▶ **WHAT TO PRODUCE**:
Look at each line below and tally those holding "José"; answer with that figure and nothing else.

─── EXERCISE INPUTS ───

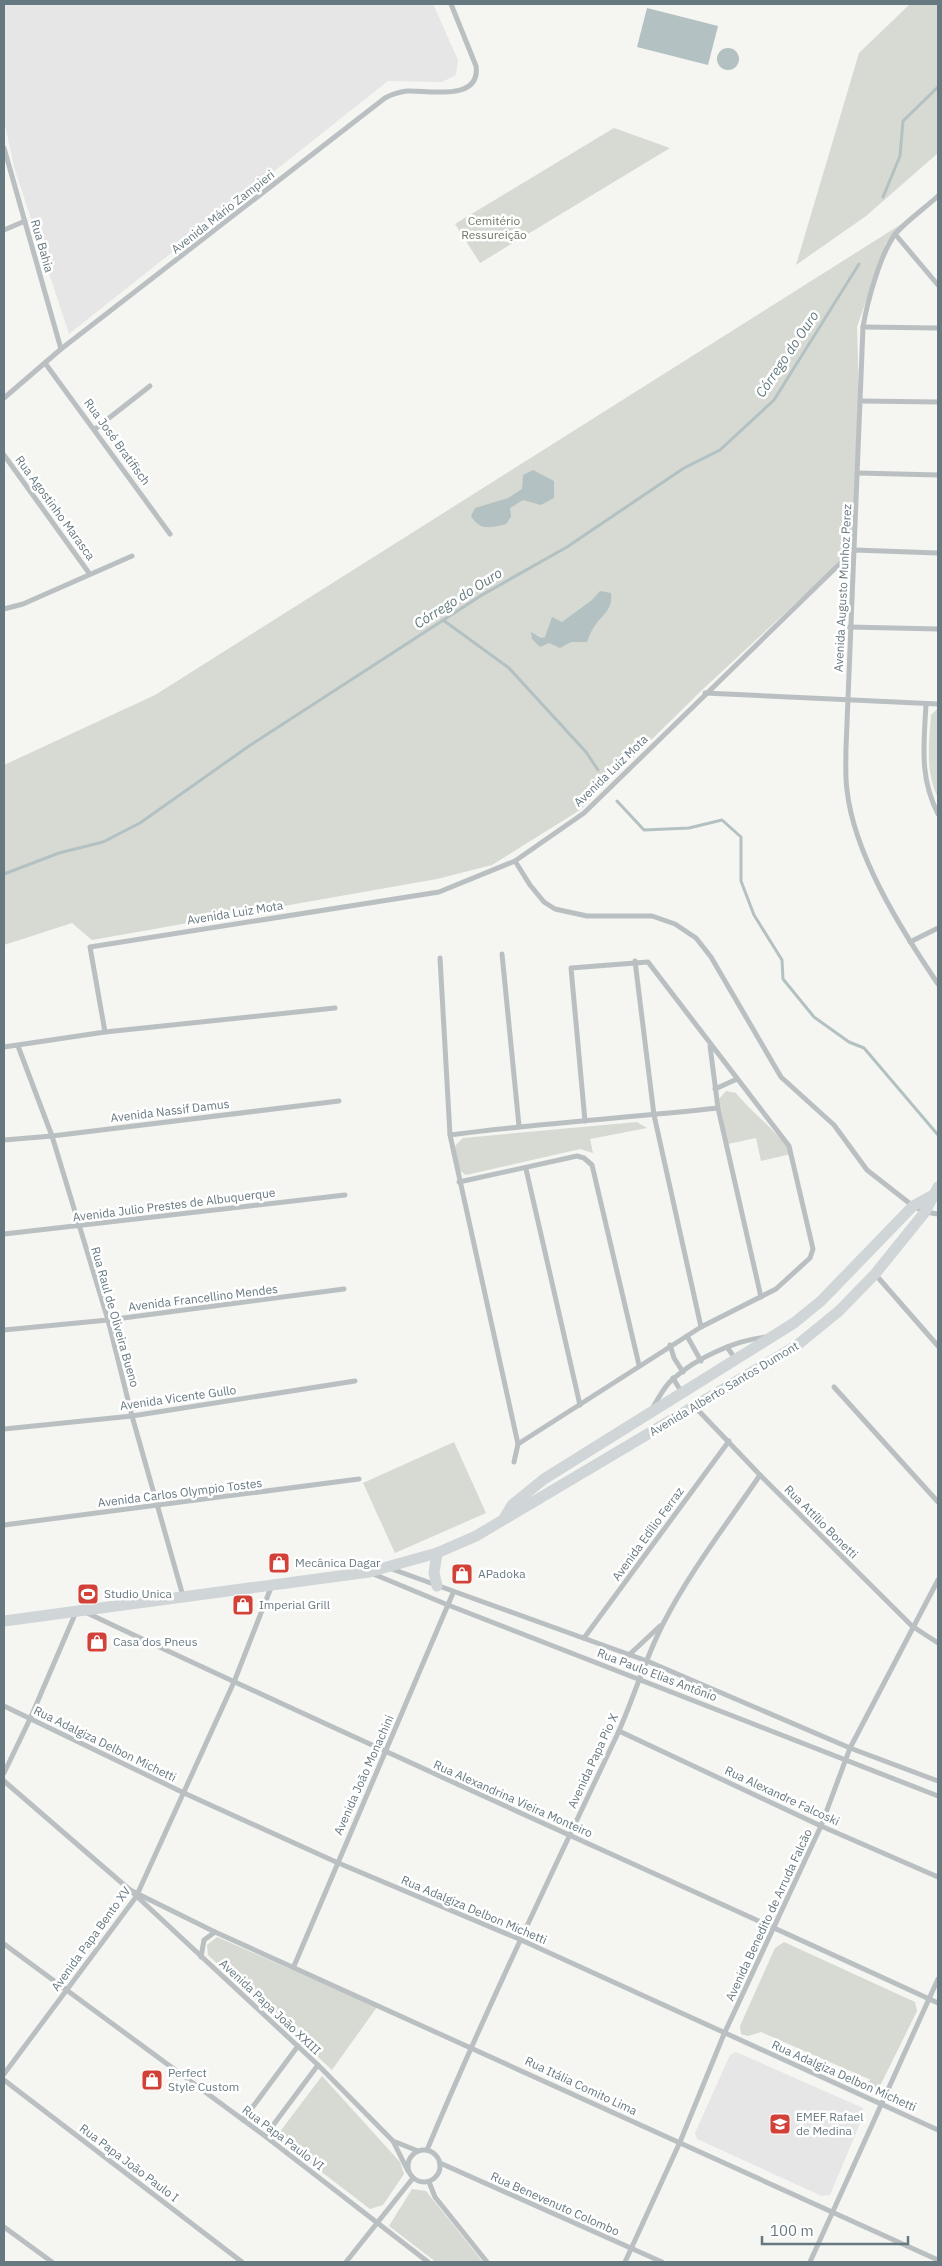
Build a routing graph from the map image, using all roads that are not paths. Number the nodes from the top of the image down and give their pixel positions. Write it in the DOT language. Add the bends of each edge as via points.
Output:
graph roads {
  1 [pos="451,4"];
  2 [pos="4,148"];
  3 [pos="938,196"];
  4 [pos="25,221"];
  5 [pos="4,230"];
  6 [pos="895,234"];
  7 [pos="938,284"];
  8 [pos="863,327"];
  9 [pos="938,328"];
  10 [pos="61,349"];
  11 [pos="45,363"];
  12 [pos="150,386"];
  13 [pos="4,398"];
  14 [pos="860,401"];
  15 [pos="938,402"];
  16 [pos="95,429"];
  17 [pos="4,454"];
  18 [pos="858,473"];
  19 [pos="938,475"];
  20 [pos="170,534"];
  21 [pos="854,550"];
  22 [pos="938,553"];
  23 [pos="132,556"];
  24 [pos="89,573"];
  25 [pos="4,609"];
  26 [pos="849,627"];
  27 [pos="938,630"];
  28 [pos="705,693"];
  29 [pos="848,701"];
  30 [pos="926,704"];
  31 [pos="938,704"];
  32 [pos="938,814"];
  33 [pos="515,861"];
  34 [pos="938,928"];
  35 [pos="910,942"];
  36 [pos="502,954"];
  37 [pos="440,958"];
  38 [pos="636,961"];
  39 [pos="938,984"];
  40 [pos="335,1008"];
  41 [pos="105,1032"];
  42 [pos="18,1046"];
  43 [pos="710,1046"];
  44 [pos="4,1048"];
  45 [pos="737,1079"];
  46 [pos="715,1089"];
  47 [pos="339,1101"];
  48 [pos="718,1108"];
  49 [pos="654,1115"];
  50 [pos="585,1121"];
  51 [pos="519,1126"];
  52 [pos="450,1135"];
  53 [pos="52,1136"];
  54 [pos="4,1140"];
  55 [pos="526,1169"];
  56 [pos="459,1182"];
  57 [pos="936,1191"];
  58 [pos="346,1195"];
  59 [pos="913,1206"];
  60 [pos="925,1212"];
  61 [pos="938,1214"];
  62 [pos="79,1227"];
  63 [pos="4,1234"];
  64 [pos="874,1274"];
  65 [pos="344,1289"];
  66 [pos="761,1297"];
  67 [pos="108,1320"];
  68 [pos="701,1327"];
  69 [pos="4,1330"];
  70 [pos="687,1336"];
  71 [pos="777,1336"];
  72 [pos="670,1346"];
  73 [pos="938,1346"];
  74 [pos="727,1347"];
  75 [pos="736,1360"];
  76 [pos="701,1361"];
  77 [pos="639,1365"];
  78 [pos="683,1372"];
  79 [pos="748,1377"];
  80 [pos="673,1378"];
  81 [pos="355,1381"];
  82 [pos="834,1387"];
  83 [pos="682,1394"];
  84 [pos="580,1406"];
  85 [pos="696,1408"];
  86 [pos="649,1414"];
  87 [pos="132,1416"];
  88 [pos="4,1428"];
  89 [pos="729,1441"];
  90 [pos="518,1444"];
  91 [pos="514,1462"];
  92 [pos="760,1475"];
  93 [pos="359,1479"];
  94 [pos="938,1502"];
  95 [pos="160,1507"];
  96 [pos="501,1523"];
  97 [pos="4,1525"];
  98 [pos="437,1553"];
  99 [pos="387,1568"];
  100 [pos="369,1572"];
  101 [pos="938,1580"];
  102 [pos="272,1584"];
  103 [pos="437,1586"];
  104 [pos="453,1593"];
  105 [pos="184,1596"];
  106 [pos="448,1605"];
  107 [pos="78,1611"];
  108 [pos="4,1621"];
  109 [pos="662,1624"];
  110 [pos="912,1626"];
  111 [pos="584,1638"];
  112 [pos="938,1643"];
  113 [pos="629,1655"];
  114 [pos="647,1662"];
  115 [pos="641,1680"];
  116 [pos="234,1682"];
  117 [pos="4,1706"];
  118 [pos="30,1720"];
  119 [pos="619,1731"];
  120 [pos="850,1748"];
  121 [pos="386,1753"];
  122 [pos="847,1760"];
  123 [pos="4,1773"];
  124 [pos="4,1781"];
  125 [pos="938,1781"];
  126 [pos="184,1793"];
  127 [pos="938,1796"];
  128 [pos="822,1826"];
  129 [pos="569,1834"];
  130 [pos="336,1862"];
  131 [pos="938,1877"];
  132 [pos="137,1895"];
  133 [pos="775,1928"];
  134 [pos="215,1932"];
  135 [pos="519,1939"];
  136 [pos="4,1944"];
  137 [pos="201,1957"];
  138 [pos="294,1966"];
  139 [pos="938,1979"];
  140 [pos="67,1989"];
  141 [pos="930,1999"];
  142 [pos="938,2003"];
  143 [pos="724,2034"];
  144 [pos="298,2046"];
  145 [pos="470,2046"];
  146 [pos="318,2065"];
  147 [pos="4,2074"];
  148 [pos="4,2080"];
  149 [pos="880,2103"];
  150 [pos="243,2120"];
  151 [pos="938,2130"];
  152 [pos="265,2136"];
  153 [pos="393,2141"];
  154 [pos="680,2142"];
  155 [pos="428,2150"];
  156 [pos="418,2151"];
  157 [pos="440,2163"];
  158 [pos="408,2171"];
  159 [pos="413,2178"];
  160 [pos="429,2182"];
  161 [pos="833,2211"];
  162 [pos="377,2223"];
  163 [pos="4,2227"];
  164 [pos="631,2249"];
  165 [pos="938,2260"];
  166 [pos="52,2262"];
  167 [pos="242,2262"];
  168 [pos="346,2262"];
  169 [pos="428,2262"];
  170 [pos="487,2262"];
  171 [pos="625,2262"];
  172 [pos="662,2262"];
  173 [pos="810,2262"];
  1 -- 10 [label="street, Avenida Mário Zampieri" via="476,66 476,76 471,85 459,91 408,91 385,98"];
  2 -- 4 [label="street, Rua Bahia"];
  3 -- 6 [label="street, Avenida Augusto Munhoz Perez"];
  4 -- 5 [label="street"];
  4 -- 10 [label="street, Rua Bahia"];
  6 -- 7 [label="street"];
  6 -- 8 [label="street, Avenida Augusto Munhoz Perez" via="872,288"];
  8 -- 9 [label="street"];
  8 -- 14 [label="street, Avenida Augusto Munhoz Perez"];
  10 -- 11 [label="street, Avenida Mário Zampieri"];
  11 -- 13 [label="street, Avenida Mário Zampieri"];
  11 -- 16 [label="street, Rua José Bratifisch"];
  12 -- 16 [label="street"];
  14 -- 15 [label="street"];
  14 -- 18 [label="street, Avenida Augusto Munhoz Perez"];
  16 -- 20 [label="street, Rua José Bratifisch"];
  17 -- 24 [label="street, Rua Agostinho Marasca"];
  18 -- 19 [label="street"];
  18 -- 21 [label="street, Avenida Augusto Munhoz Perez"];
  21 -- 22 [label="street"];
  21 -- 26 [label="street, Avenida Augusto Munhoz Perez"];
  21 -- 28 [label="street, Avenida Luiz Mota"];
  23 -- 24 [label="street"];
  24 -- 25 [label="street" via="23,604"];
  26 -- 27 [label="street"];
  26 -- 29 [label="street, Avenida Augusto Munhoz Perez"];
  28 -- 29 [label="street"];
  28 -- 33 [label="street, Avenida Luiz Mota" via="584,813"];
  29 -- 30 [label="street"];
  29 -- 35 [label="street, Avenida Augusto Munhoz Perez" via="847,790 855,825 883,892"];
  30 -- 31 [label="street"];
  30 -- 32 [label="street" via="924,772 928,793"];
  33 -- 41 [label="street, Avenida Luiz Mota" via="439,892 90,947"];
  33 -- 59 [label="street" via="530,885 554,909 587,916 652,916 675,924 696,938 711,957 781,1077 834,1125 867,1170"];
  34 -- 35 [label="street"];
  35 -- 39 [label="street, Avenida Augusto Munhoz Perez"];
  36 -- 51 [label="street"];
  37 -- 52 [label="street"];
  38 -- 43 [label="street" via="648,962"];
  38 -- 49 [label="street"];
  38 -- 50 [label="street" via="571,968"];
  40 -- 41 [label="street"];
  41 -- 42 [label="street"];
  42 -- 44 [label="street"];
  42 -- 53 [label="street, Rua Raul de Oliveira Bueno"];
  43 -- 45 [label="street"];
  43 -- 46 [label="street"];
  45 -- 46 [label="street"];
  45 -- 66 [label="street" via="789,1146 813,1249 810,1258 776,1289"];
  46 -- 48 [label="street"];
  47 -- 53 [label="street, Avenida Nassif Damus"];
  48 -- 49 [label="street"];
  48 -- 66 [label="street"];
  49 -- 50 [label="street"];
  49 -- 68 [label="street"];
  50 -- 51 [label="street"];
  51 -- 52 [label="street"];
  52 -- 56 [label="street"];
  53 -- 54 [label="street, Avenida Nassif Damus"];
  53 -- 62 [label="street, Rua Raul de Oliveira Bueno"];
  55 -- 56 [label="street"];
  55 -- 77 [label="street" via="578,1156 592,1165"];
  55 -- 84 [label="street"];
  56 -- 90 [label="street"];
  57 -- 59 [label="street, Avenida Alberto Santos Dumont"];
  57 -- 60 [label="street, Avenida Alberto Santos Dumont"];
  58 -- 62 [label="street, Avenida Julio Prestes de Albuquerque"];
  59 -- 60 [label="street"];
  59 -- 71 [label="street, Avenida Alberto Santos Dumont" via="821,1301"];
  60 -- 61 [label="street"];
  60 -- 64 [label="street, Avenida Alberto Santos Dumont"];
  62 -- 63 [label="street, Avenida Julio Prestes de Albuquerque"];
  62 -- 67 [label="street, Rua Raul de Oliveira Bueno"];
  64 -- 73 [label="street"];
  64 -- 79 [label="street, Avenida Alberto Santos Dumont" via="839,1311 796,1346"];
  65 -- 67 [label="street, Avenida Francellino Mendes"];
  66 -- 68 [label="street"];
  67 -- 69 [label="street, Avenida Francellino Mendes"];
  67 -- 87 [label="street, Rua Raul de Oliveira Bueno"];
  68 -- 70 [label="street"];
  70 -- 72 [label="street"];
  70 -- 76 [label="street"];
  71 -- 74 [label="street" via="752,1338"];
  71 -- 75 [label="street, Avenida Alberto Santos Dumont"];
  72 -- 77 [label="street"];
  72 -- 78 [label="street"];
  74 -- 75 [label="street"];
  74 -- 76 [label="street"];
  75 -- 79 [label="street"];
  75 -- 83 [label="street, Avenida Alberto Santos Dumont"];
  76 -- 78 [label="street"];
  77 -- 84 [label="street"];
  78 -- 80 [label="street"];
  79 -- 85 [label="street, Avenida Alberto Santos Dumont"];
  80 -- 83 [label="street"];
  80 -- 86 [label="street"];
  81 -- 87 [label="street, Avenida Vicente Gullo"];
  82 -- 94 [label="street"];
  83 -- 85 [label="street"];
  83 -- 86 [label="street, Avenida Alberto Santos Dumont"];
  84 -- 90 [label="street"];
  85 -- 89 [label="street, Rua Attílio Bonetti"];
  85 -- 96 [label="street, Avenida Alberto Santos Dumont"];
  86 -- 96 [label="street, Avenida Alberto Santos Dumont" via="544,1479 512,1505"];
  87 -- 88 [label="street, Avenida Vicente Gullo"];
  87 -- 95 [label="street, Rua Raul de Oliveira Bueno"];
  89 -- 92 [label="street, Rua Attílio Bonetti"];
  89 -- 111 [label="street, Avenida Edílio Ferraz"];
  90 -- 91 [label="street"];
  92 -- 109 [label="street, Avenida Papa Pio X" via="700,1561"];
  92 -- 110 [label="street, Rua Attílio Bonetti"];
  93 -- 95 [label="street, Avenida Carlos Olympio Tostes"];
  95 -- 97 [label="street, Avenida Carlos Olympio Tostes"];
  95 -- 105 [label="street, Rua Raul de Oliveira Bueno"];
  96 -- 98 [label="street, Avenida Alberto Santos Dumont"];
  98 -- 99 [label="street, Avenida Alberto Santos Dumont"];
  98 -- 103 [label="street" via="434,1573"];
  99 -- 100 [label="street, Avenida Alberto Santos Dumont"];
  99 -- 103 [label="street, Rua Paulo Elias Antônio"];
  100 -- 102 [label="street, Avenida Alberto Santos Dumont"];
  100 -- 106 [label="street, Rua Paulo Elias Antônio"];
  101 -- 110 [label="street, Avenida Benedito de Arruda Falcão"];
  102 -- 105 [label="street, Avenida Alberto Santos Dumont"];
  102 -- 116 [label="street, Avenida Papa Bento XV"];
  103 -- 104 [label="street, Rua Paulo Elias Antônio"];
  104 -- 106 [label="street, Avenida João Monachini"];
  104 -- 111 [label="street, Rua Paulo Elias Antônio"];
  105 -- 107 [label="street, Avenida Alberto Santos Dumont"];
  106 -- 115 [label="street, Rua Paulo Elias Antônio"];
  106 -- 121 [label="street, Avenida João Monachini"];
  107 -- 108 [label="street, Avenida Alberto Santos Dumont"];
  107 -- 116 [label="street, Rua Alexandrina Vieira Monteiro"];
  107 -- 118 [label="street"];
  109 -- 113 [label="street"];
  109 -- 114 [label="street, Avenida Papa Pio X"];
  110 -- 112 [label="street, Rua Attílio Bonetti"];
  110 -- 120 [label="street, Avenida Benedito de Arruda Falcão"];
  111 -- 113 [label="street, Rua Paulo Elias Antônio"];
  113 -- 114 [label="street, Rua Paulo Elias Antônio"];
  114 -- 115 [label="street, Avenida Papa Pio X"];
  114 -- 120 [label="street, Rua Paulo Elias Antônio"];
  115 -- 119 [label="street, Avenida Papa Pio X"];
  115 -- 122 [label="street, Rua Paulo Elias Antônio"];
  116 -- 121 [label="street, Rua Alexandrina Vieira Monteiro"];
  116 -- 126 [label="street, Avenida Papa Bento XV"];
  117 -- 118 [label="street, Rua Adalgiza Delbon Michetti"];
  118 -- 123 [label="street"];
  118 -- 126 [label="street, Rua Adalgiza Delbon Michetti"];
  119 -- 128 [label="street, Rua Alexandre Falcoski"];
  119 -- 129 [label="street, Avenida Papa Pio X"];
  120 -- 122 [label="street, Avenida Benedito de Arruda Falcão"];
  120 -- 125 [label="street, Rua Paulo Elias Antônio"];
  121 -- 129 [label="street, Rua Alexandrina Vieira Monteiro"];
  121 -- 130 [label="street, Avenida João Monachini"];
  122 -- 127 [label="street, Rua Paulo Elias Antônio"];
  122 -- 128 [label="street, Avenida Benedito de Arruda Falcão"];
  124 -- 132 [label="street, Avenida Papa João XXIII"];
  126 -- 130 [label="street, Rua Adalgiza Delbon Michetti"];
  126 -- 132 [label="street, Avenida Papa Bento XV"];
  128 -- 131 [label="street, Rua Alexandre Falcoski"];
  128 -- 133 [label="street, Avenida Benedito de Arruda Falcão"];
  129 -- 133 [label="street, Rua Alexandrina Vieira Monteiro"];
  129 -- 135 [label="street, Avenida Papa Pio X"];
  130 -- 135 [label="street, Rua Adalgiza Delbon Michetti"];
  130 -- 138 [label="street, Avenida João Monachini"];
  132 -- 134 [label="street, Rua Itália Comito Lima"];
  132 -- 137 [label="street, Avenida Papa João XXIII"];
  132 -- 140 [label="street, Avenida Papa Bento XV"];
  133 -- 141 [label="street, Rua Alexandrina Vieira Monteiro"];
  133 -- 143 [label="street, Avenida Benedito de Arruda Falcão"];
  134 -- 137 [label="street" via="204,1940"];
  134 -- 138 [label="street, Rua Itália Comito Lima"];
  135 -- 143 [label="street, Rua Adalgiza Delbon Michetti"];
  135 -- 145 [label="street, Avenida Papa Pio X"];
  136 -- 140 [label="street, Rua Papa Paulo VI"];
  137 -- 144 [label="street, Avenida Papa João XXIII"];
  138 -- 145 [label="street, Rua Itália Comito Lima"];
  139 -- 141 [label="street"];
  140 -- 147 [label="street, Avenida Papa Bento XV"];
  140 -- 150 [label="street, Rua Papa Paulo VI"];
  141 -- 142 [label="street, Rua Alexandrina Vieira Monteiro"];
  141 -- 149 [label="street"];
  143 -- 149 [label="street, Rua Adalgiza Delbon Michetti"];
  143 -- 154 [label="street, Avenida Benedito de Arruda Falcão"];
  144 -- 146 [label="street, Avenida Papa João XXIII"];
  144 -- 150 [label="street"];
  145 -- 154 [label="street, Rua Itália Comito Lima"];
  145 -- 155 [label="street, Avenida Papa Pio X"];
  146 -- 152 [label="street"];
  146 -- 153 [label="street, Avenida Papa João XXIII"];
  148 -- 167 [label="street, Rua Papa João Paulo I"];
  149 -- 151 [label="street, Rua Adalgiza Delbon Michetti"];
  149 -- 161 [label="street"];
  150 -- 152 [label="street, Rua Papa Paulo VI"];
  152 -- 162 [label="street, Rua Papa Paulo VI"];
  153 -- 156 [label="street, Avenida Papa João XXIII"];
  153 -- 158 [label="street, Avenida Papa João XXIII"];
  154 -- 161 [label="street, Rua Itália Comito Lima"];
  154 -- 164 [label="street, Avenida Benedito de Arruda Falcão"];
  155 -- 156 [label="street"];
  155 -- 157 [label="street" via="436,2154"];
  156 -- 158 [label="street" via="408,2161"];
  157 -- 160 [label="street" via="439,2172"];
  157 -- 164 [label="street, Rua Benevenuto Colombo"];
  158 -- 159 [label="street"];
  159 -- 160 [label="street"];
  159 -- 162 [label="street"];
  160 -- 170 [label="street" via="435,2197"];
  161 -- 165 [label="street, Rua Itália Comito Lima"];
  161 -- 173 [label="street"];
  162 -- 168 [label="street"];
  162 -- 169 [label="street, Rua Papa Paulo VI"];
  163 -- 166 [label="street"];
  164 -- 171 [label="street, Avenida Benedito de Arruda Falcão"];
  164 -- 172 [label="street, Rua Benevenuto Colombo"];
}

───

▶ **ANSWER TO THIS PROBLEM**:
2